Those who were captured by the Cuban government during the bay of Pigs invasion were called gusanos and "North American puppets" by their guards. In May 1961, a state-run radio station called Costa Rican politicians gusanos in response to a call from their government urging the OAS to take action against the Cuban government. Over 1,000 men were captured during the Bay of Pigs invasion, and Castro issued a ransom to the United States, saying "Si los imperialistas no quieren que sus gusanos trabajen, que los cambien por tractores." (If the imperialists do not want their gusanos to work, they should exchange them for tractors).

A 1965 article in The Miami Herald said that members of the Cuban defence committees categorised their neighbours as either "revolutionary" or gusano.

=== Further usage ===
In relation to the anti-American and anti-fidelista ties, the term was stigmatized further upon the labelling of terrorists as gusanos who sought to destroy the country. In November 1961, Pedro Arias Hernandez, who was stationed at Guanabacoa's Nico Lopez Refinery, was killed when 3 people attacked the state-run business. The killers were labelled gusanos by the media, and were accused of working for the CIA. Many protests, including demonstrations against the famine, unrelated to the socialist policy of the government, had their protestors classified as gusanos. In 1962, Castro said that "those gusanos must be stopped. The street belongs to us, the gusano parlachin, the quintacolumnista must be punished physically, but without taking him to the wall. Now, if they engage in sabotage, that is another matter..."

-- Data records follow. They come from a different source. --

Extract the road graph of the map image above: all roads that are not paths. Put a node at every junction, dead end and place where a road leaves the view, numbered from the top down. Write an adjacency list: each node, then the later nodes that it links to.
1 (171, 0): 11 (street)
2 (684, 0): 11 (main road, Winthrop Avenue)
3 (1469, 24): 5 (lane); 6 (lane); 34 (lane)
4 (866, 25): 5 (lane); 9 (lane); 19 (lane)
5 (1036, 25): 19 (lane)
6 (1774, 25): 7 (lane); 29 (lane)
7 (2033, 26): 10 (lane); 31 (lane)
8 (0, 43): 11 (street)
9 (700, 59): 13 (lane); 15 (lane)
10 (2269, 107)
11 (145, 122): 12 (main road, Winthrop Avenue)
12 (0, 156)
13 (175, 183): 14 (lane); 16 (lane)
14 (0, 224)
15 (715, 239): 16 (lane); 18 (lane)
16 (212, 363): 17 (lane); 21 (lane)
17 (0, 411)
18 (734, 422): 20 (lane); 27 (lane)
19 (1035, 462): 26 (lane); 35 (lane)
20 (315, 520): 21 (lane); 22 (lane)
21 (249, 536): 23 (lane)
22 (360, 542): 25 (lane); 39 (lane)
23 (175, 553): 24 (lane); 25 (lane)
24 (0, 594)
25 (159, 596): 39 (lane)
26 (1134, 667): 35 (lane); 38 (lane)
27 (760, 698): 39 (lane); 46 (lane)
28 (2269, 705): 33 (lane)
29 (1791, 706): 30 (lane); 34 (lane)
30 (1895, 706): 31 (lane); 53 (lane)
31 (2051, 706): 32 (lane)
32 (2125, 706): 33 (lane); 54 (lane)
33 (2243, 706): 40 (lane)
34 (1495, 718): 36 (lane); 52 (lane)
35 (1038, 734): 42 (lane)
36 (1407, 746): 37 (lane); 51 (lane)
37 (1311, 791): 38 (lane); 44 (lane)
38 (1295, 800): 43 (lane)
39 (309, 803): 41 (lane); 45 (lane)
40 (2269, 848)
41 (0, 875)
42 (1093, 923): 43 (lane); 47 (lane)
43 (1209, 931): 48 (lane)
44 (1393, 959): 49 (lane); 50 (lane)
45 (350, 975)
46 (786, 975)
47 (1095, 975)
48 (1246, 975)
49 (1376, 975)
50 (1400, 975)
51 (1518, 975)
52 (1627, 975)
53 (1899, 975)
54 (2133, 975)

During the 1962 wildfires that destroyed sugarcane plantations, locals in Cubas were reported saying that "gusanos have infiltrated the canefields." This led to quick military tribunals resulting in death by firing squad for "gusanos" who sought to destroy Cuban farms. In a 1961 speech in Santiago de Cuba, Raúl Castro said, "Our motherland will be attacked again by those gusanos allied with [American] imperialism, who will try to bring back all the bad things that the revolution is dominating. Our country will [be prepared] to eliminate them." Vigilante groups were formed for people to report their neighbors for "anti-revolutionary behavior", labelling them gusanos. According to Miami Herald report Al Burt, the government could detain such people arbirtrarily. Imprisoned political dissidents awaiting trial are recorded to have carved Soy Gusano on their jail cells.

In an interview with the Tampa Tribune, Cuban professional boxer Luis Manuel Rodríguez, who had supported the Batista regime, recalled a time when a Cuban soldier came up to him with a machine gun, called him a gusano, and put a threat on his life.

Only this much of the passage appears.